Chi pensa che l’autoritarismo di Erdogan abbia avuto inizio ora con la vendetta contro il direttore del giornale di opposizione Cumhuriyet, Can Dundar, si sbaglia di grosso. La cosa peraltro non mi stupisce, visto che alle malefatte di Erdogan in Europa si conferisce ben poca importanza, o quantomeno inferiore a quella che riscuotono altre vicende che al cospetto di questa appaiono risibili.
Succede infatti che il giornale diretto da Dundar pubblichi, in un’inchiesta del 2014, delle fotografie in cui viene documentato il passaggio di armi verso i terroristi in Siria attraverso la Turchia tramite dei convogli niente di meno che scortati dai servizi segreti turchi. Anche su questo credo di aver parlato di una cosa che in Europa è passata sotto silenzio o quasi, perché il fatto che ci sia anche la Turchia dietro all’esplosione di Isis è meglio che non si sappia. Fatto sta che Erdogan, che aveva appena fatto arrestare quaranta giornalisti di opposizione, appresa la notizia si scaglia contro Dundar e promette vendetta giurando che avrebbe pagato un prezzo assai caro per questo affronto; perché di questo si tratta in regimi totalitari come quello di Erdogan, un affronto al potere costituito che non ama trovare intralci nelle sue losche trame.
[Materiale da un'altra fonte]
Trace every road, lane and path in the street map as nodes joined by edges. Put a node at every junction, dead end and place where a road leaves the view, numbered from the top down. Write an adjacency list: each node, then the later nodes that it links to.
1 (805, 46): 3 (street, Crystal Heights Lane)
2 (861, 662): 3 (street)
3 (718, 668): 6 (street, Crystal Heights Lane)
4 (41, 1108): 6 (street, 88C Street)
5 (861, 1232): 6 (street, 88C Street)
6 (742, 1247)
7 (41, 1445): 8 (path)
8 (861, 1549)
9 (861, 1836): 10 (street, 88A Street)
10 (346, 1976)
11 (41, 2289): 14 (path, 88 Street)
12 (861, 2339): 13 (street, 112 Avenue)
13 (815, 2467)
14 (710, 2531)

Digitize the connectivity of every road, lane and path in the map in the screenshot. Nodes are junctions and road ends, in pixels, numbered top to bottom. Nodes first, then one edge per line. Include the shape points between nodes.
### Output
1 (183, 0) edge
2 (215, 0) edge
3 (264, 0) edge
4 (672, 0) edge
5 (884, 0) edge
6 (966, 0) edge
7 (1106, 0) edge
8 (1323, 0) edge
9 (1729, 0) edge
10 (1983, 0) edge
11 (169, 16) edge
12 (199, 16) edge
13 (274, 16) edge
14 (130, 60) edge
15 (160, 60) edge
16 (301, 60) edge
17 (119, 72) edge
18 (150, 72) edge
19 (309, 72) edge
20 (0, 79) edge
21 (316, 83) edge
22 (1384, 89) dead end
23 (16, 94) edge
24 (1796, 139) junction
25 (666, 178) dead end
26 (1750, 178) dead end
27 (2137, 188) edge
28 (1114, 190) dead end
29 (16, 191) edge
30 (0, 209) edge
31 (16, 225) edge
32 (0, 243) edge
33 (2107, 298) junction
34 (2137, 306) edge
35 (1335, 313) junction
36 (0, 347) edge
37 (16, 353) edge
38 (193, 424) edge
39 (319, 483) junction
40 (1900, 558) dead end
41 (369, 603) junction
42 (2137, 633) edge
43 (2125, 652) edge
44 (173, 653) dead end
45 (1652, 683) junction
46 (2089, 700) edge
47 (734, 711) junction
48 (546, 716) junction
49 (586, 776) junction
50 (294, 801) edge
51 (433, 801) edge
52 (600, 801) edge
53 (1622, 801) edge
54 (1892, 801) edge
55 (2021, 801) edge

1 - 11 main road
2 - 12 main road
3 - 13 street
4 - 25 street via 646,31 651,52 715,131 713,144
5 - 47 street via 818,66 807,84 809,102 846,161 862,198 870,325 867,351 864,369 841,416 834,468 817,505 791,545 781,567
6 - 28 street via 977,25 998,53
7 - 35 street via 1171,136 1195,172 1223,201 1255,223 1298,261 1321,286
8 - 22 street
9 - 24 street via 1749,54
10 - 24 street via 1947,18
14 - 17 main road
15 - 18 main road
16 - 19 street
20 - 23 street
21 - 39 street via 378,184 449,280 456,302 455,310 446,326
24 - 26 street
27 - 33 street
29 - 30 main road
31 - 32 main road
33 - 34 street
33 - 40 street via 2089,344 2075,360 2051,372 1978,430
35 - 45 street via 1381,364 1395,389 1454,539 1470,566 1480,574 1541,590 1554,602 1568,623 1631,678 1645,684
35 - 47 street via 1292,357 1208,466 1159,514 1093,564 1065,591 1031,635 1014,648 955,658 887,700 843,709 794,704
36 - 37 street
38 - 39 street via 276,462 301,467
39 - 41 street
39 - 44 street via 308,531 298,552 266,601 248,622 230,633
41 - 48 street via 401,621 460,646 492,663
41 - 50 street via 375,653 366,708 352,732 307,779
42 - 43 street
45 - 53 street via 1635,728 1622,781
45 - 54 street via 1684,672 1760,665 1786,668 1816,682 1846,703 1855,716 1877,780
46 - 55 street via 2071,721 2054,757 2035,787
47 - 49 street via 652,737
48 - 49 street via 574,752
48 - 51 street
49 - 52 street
Detto, fatto: il presidente turco denuncia il giornale e il direttore per violazione di segreto di Stato (come se armare terroristi internazionali sia attività lecita e tollerabile), un tribunale di Istanbul riceve la denuncia, apre un’inchiesta e arriva ieri la richiesta del Pm di turno della pena dell’ergastolo per Dundar. Avete letto bene: ergastolo per aver pubblicato delle fotografie che inchiodano un governo presunto amico dei terroristi salafiti di Isis.
Certo, a noi e alla popolazione turca libera non occorrevano le foto di Cumhuriyet per collegare la primavera araba estremista e la figura di Erdogan: se ci si pensa bene, il suo governo è l’unico a non avere avuto alcuna ripercussione da quegli eventi, lui è l’unico a non essere stato abbattuto dai moti rivoluzionari. Perché ne è, assieme alle monarchie del Golfo, il regista occulto, colui che allo scoppio dei primi sommovimenti partì per un tour in tutto il mondo arabo che si rivelò poi disastroso dal punto di vista dell’immagine. Da quel momento è stata un’escalation continua di tentativi di radicalizzazione dei costumi turchi, da cento anni abituati alla laicità, partendo dalla rimozione del divieto di velo nei luoghi pubblici e passando per le frasi offensive verso le donne (che debbono stare a casa e fare figli) o ancora la candidatura della nipote, portatrice anch’ella di valori e intenzioni tutto fuorché laici.
E gli arresti sommari, l’acquisizione sempre più ampia del potere esecutivo, fino alle pressioni sui magistrati e il botta e risposta con Papa Francesco, momento in cui l’immagine di Erdogan, nel frattempo ribattezzato dal popolo turco “il Sultano”, ha toccato il suo punto più basso.
E chissà quante cose ancora potranno e dovranno accadere in Turchia per mano di questo personaggio prima che anche per Can Dundar e gli altri giornalisti intimiditi o imprigionati qualcuno possa dire “Je Suis Dundar” e richiamare alla libertà d’espressione tanto sbandierata quanto troppo spesso usata per convenienza. Solo un gruppo di donne turche ha avuto il coraggio di sfidare il Sultano, voltandosi di spalle al suo passaggio in pullman durante la campagna elettorale: l’Europa che vorrebbe Erdogan al suo interno, invece, alle spalle preferisce la testa china e le ginocchia. Poggiate per terra, a chiedere l’elemosina.